Your goal - Look through the entries below, please, and copy every line with the word "Вишнёвая".
[Data extract]
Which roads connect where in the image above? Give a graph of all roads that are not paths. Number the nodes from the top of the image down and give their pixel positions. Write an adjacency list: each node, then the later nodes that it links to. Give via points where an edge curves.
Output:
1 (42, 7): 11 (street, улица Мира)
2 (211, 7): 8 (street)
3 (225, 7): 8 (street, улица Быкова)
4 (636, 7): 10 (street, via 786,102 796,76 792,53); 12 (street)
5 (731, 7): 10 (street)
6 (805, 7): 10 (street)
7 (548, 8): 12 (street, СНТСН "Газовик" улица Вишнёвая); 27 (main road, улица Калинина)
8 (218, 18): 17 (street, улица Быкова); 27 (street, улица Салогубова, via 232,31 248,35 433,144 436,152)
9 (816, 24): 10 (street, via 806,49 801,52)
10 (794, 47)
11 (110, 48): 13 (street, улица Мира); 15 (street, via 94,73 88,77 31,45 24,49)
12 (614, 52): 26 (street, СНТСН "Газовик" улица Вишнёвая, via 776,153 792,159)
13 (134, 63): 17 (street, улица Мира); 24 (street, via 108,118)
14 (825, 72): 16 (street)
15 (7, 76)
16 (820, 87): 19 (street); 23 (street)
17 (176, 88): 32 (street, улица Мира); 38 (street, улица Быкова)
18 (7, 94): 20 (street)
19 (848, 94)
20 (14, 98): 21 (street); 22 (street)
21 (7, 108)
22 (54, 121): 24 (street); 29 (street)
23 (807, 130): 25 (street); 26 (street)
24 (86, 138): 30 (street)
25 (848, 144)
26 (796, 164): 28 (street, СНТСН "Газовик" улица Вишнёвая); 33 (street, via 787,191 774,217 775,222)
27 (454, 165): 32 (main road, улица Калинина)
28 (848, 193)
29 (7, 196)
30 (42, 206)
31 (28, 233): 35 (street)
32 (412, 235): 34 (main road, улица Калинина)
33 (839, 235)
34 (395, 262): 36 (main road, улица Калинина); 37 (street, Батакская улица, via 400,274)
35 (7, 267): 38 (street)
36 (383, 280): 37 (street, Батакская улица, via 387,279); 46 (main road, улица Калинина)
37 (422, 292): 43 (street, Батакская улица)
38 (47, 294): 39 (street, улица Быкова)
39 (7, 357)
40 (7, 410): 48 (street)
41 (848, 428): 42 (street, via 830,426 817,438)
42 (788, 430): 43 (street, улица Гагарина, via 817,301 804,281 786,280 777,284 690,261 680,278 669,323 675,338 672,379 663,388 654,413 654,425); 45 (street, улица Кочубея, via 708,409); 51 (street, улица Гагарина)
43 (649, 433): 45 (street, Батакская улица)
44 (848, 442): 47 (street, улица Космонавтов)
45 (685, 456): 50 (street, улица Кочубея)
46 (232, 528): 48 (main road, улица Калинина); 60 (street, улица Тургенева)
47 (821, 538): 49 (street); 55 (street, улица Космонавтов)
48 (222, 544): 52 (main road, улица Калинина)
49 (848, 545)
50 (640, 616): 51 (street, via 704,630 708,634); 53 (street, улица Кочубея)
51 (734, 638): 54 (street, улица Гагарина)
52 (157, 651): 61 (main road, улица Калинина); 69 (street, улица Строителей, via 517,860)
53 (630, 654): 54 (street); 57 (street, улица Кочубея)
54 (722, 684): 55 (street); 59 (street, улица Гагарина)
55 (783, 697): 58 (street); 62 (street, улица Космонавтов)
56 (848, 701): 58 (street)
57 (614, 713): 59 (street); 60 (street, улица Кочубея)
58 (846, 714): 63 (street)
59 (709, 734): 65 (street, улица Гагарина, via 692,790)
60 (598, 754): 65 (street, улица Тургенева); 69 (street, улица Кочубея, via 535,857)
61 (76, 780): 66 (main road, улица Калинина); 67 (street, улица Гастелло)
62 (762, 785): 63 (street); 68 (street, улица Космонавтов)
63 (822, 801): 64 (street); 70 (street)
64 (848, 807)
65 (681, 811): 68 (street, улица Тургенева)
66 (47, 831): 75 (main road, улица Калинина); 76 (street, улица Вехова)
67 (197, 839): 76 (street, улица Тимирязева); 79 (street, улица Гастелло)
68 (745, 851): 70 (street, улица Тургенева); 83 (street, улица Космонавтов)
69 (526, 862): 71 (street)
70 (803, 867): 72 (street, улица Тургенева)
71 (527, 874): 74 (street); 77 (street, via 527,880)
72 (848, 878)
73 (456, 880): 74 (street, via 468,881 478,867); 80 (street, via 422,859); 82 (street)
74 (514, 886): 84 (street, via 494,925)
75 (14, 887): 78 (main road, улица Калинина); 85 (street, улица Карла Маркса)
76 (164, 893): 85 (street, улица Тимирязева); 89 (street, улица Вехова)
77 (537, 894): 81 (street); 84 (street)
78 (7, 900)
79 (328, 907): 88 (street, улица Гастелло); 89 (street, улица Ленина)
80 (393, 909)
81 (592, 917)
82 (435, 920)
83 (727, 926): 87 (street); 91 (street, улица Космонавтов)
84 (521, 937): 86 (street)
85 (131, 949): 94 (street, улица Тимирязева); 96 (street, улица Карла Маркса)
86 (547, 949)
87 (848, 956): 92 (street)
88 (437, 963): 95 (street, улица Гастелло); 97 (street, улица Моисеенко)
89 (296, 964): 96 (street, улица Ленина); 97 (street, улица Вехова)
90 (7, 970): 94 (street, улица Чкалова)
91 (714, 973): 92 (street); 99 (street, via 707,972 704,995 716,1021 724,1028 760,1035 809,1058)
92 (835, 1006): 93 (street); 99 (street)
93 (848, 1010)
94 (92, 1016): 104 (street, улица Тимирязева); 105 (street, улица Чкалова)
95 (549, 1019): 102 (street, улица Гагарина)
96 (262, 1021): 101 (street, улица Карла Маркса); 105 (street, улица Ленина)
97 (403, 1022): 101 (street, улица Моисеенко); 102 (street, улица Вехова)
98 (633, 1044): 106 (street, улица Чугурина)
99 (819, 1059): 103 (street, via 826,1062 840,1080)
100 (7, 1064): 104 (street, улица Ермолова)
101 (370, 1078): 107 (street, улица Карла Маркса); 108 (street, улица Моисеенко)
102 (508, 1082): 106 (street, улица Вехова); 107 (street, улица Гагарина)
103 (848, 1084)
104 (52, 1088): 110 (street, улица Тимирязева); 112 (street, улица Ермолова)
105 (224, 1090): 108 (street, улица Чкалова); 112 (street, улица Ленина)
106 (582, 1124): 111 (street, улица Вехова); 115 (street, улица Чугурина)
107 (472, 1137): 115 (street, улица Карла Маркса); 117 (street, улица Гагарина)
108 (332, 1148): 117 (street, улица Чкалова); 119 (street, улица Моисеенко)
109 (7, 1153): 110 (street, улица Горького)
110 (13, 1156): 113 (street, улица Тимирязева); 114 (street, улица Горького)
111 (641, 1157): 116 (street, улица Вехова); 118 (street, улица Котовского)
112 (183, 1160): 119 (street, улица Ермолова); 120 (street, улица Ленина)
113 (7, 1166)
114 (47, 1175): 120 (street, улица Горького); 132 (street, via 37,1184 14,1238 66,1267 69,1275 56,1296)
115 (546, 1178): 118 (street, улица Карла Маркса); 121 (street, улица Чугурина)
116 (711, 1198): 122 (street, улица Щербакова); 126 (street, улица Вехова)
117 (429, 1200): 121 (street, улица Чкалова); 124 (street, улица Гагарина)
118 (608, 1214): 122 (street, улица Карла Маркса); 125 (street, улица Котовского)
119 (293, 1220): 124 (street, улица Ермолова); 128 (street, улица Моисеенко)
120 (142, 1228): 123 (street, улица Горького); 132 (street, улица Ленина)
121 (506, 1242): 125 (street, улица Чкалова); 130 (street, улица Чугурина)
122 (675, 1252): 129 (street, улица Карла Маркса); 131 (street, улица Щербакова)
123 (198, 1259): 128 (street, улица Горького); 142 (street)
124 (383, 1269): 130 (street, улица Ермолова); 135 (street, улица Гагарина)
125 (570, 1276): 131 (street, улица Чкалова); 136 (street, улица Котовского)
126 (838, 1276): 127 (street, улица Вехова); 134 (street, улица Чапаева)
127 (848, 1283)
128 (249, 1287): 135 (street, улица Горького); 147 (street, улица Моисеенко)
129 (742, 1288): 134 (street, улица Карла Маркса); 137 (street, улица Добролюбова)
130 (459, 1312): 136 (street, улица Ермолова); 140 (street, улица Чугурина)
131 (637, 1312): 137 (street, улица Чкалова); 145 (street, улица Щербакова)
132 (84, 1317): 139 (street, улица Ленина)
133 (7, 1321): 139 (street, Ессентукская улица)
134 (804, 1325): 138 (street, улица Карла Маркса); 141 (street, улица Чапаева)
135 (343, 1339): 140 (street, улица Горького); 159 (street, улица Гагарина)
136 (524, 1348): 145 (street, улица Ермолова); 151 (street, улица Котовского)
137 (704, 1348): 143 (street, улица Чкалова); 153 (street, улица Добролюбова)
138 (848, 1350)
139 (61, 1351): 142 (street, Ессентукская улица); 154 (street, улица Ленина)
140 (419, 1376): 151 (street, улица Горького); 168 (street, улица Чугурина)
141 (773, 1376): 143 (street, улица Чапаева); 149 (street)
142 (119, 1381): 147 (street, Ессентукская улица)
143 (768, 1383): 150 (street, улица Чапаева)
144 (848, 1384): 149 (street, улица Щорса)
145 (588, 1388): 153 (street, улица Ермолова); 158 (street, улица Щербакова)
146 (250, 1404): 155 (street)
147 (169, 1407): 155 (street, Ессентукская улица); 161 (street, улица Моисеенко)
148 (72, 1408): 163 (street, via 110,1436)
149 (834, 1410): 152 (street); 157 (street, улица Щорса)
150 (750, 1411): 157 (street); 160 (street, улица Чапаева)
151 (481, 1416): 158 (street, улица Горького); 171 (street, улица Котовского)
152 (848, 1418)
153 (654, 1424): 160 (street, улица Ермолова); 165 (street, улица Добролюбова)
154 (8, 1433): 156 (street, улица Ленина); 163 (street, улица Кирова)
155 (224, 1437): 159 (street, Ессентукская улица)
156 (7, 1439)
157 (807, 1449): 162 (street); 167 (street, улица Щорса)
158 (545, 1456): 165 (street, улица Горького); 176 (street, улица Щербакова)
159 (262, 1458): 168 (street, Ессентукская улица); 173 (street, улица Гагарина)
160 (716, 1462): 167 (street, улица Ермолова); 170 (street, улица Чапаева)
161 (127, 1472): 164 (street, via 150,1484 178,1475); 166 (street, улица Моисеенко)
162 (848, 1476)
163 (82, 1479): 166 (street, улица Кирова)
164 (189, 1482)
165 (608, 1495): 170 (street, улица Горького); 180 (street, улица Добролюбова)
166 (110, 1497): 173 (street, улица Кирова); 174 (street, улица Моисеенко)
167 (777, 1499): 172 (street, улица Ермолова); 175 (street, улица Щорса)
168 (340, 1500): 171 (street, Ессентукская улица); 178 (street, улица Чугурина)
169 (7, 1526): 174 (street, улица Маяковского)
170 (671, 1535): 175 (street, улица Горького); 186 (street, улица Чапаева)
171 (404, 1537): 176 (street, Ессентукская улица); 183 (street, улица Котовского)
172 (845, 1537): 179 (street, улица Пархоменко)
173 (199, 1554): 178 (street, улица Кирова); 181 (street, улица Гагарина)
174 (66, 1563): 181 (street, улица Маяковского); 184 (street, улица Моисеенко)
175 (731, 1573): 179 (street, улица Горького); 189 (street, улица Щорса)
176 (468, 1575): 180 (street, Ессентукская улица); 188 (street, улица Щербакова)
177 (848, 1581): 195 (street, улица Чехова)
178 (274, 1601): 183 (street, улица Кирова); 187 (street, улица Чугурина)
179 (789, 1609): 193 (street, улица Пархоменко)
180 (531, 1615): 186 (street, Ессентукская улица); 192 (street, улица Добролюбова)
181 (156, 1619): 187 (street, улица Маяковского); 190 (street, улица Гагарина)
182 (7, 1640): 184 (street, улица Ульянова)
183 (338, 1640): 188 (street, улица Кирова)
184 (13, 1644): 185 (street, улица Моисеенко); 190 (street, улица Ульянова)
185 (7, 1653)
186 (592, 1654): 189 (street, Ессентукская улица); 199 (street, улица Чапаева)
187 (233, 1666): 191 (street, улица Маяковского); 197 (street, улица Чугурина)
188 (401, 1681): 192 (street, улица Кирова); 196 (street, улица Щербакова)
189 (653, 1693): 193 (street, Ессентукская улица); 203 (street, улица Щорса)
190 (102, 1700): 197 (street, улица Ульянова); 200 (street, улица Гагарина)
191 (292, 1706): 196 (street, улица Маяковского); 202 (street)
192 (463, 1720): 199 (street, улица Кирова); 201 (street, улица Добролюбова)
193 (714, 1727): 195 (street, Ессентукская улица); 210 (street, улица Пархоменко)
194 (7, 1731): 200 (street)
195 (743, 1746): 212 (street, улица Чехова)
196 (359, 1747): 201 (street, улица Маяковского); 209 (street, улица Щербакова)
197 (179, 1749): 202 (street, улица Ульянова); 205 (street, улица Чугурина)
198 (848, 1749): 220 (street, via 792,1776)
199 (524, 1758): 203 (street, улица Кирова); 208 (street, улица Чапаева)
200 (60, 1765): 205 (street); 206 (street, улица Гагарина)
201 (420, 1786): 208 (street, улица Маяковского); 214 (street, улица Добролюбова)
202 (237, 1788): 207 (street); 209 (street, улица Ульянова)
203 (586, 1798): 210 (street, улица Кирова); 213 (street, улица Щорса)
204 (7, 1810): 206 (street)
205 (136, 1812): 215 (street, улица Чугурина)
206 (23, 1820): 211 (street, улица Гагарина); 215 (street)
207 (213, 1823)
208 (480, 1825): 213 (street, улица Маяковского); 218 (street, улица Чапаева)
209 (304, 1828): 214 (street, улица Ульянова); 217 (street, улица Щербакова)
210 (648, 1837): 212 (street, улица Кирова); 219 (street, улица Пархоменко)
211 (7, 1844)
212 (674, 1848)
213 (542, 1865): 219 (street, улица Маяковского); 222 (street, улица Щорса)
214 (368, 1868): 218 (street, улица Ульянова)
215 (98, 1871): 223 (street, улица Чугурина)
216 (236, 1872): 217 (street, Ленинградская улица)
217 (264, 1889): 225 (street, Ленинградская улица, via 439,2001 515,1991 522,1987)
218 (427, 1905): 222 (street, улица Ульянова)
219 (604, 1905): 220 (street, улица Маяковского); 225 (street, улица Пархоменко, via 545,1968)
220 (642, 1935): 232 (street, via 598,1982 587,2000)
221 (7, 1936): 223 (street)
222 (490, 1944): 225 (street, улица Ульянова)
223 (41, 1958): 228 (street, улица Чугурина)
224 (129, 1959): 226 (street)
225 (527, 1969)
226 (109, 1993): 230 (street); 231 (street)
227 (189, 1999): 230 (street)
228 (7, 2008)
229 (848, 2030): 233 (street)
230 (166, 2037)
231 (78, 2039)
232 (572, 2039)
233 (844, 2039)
[/Data extract]
Answer box -
7 (548, 8): 12 (street, СНТСН "Газовик" улица Вишнёвая); 27 (main road, улица Калинина)
12 (614, 52): 26 (street, СНТСН "Газовик" улица Вишнёвая, via 776,153 792,159)
26 (796, 164): 28 (street, СНТСН "Газовик" улица Вишнёвая); 33 (street, via 787,191 774,217 775,222)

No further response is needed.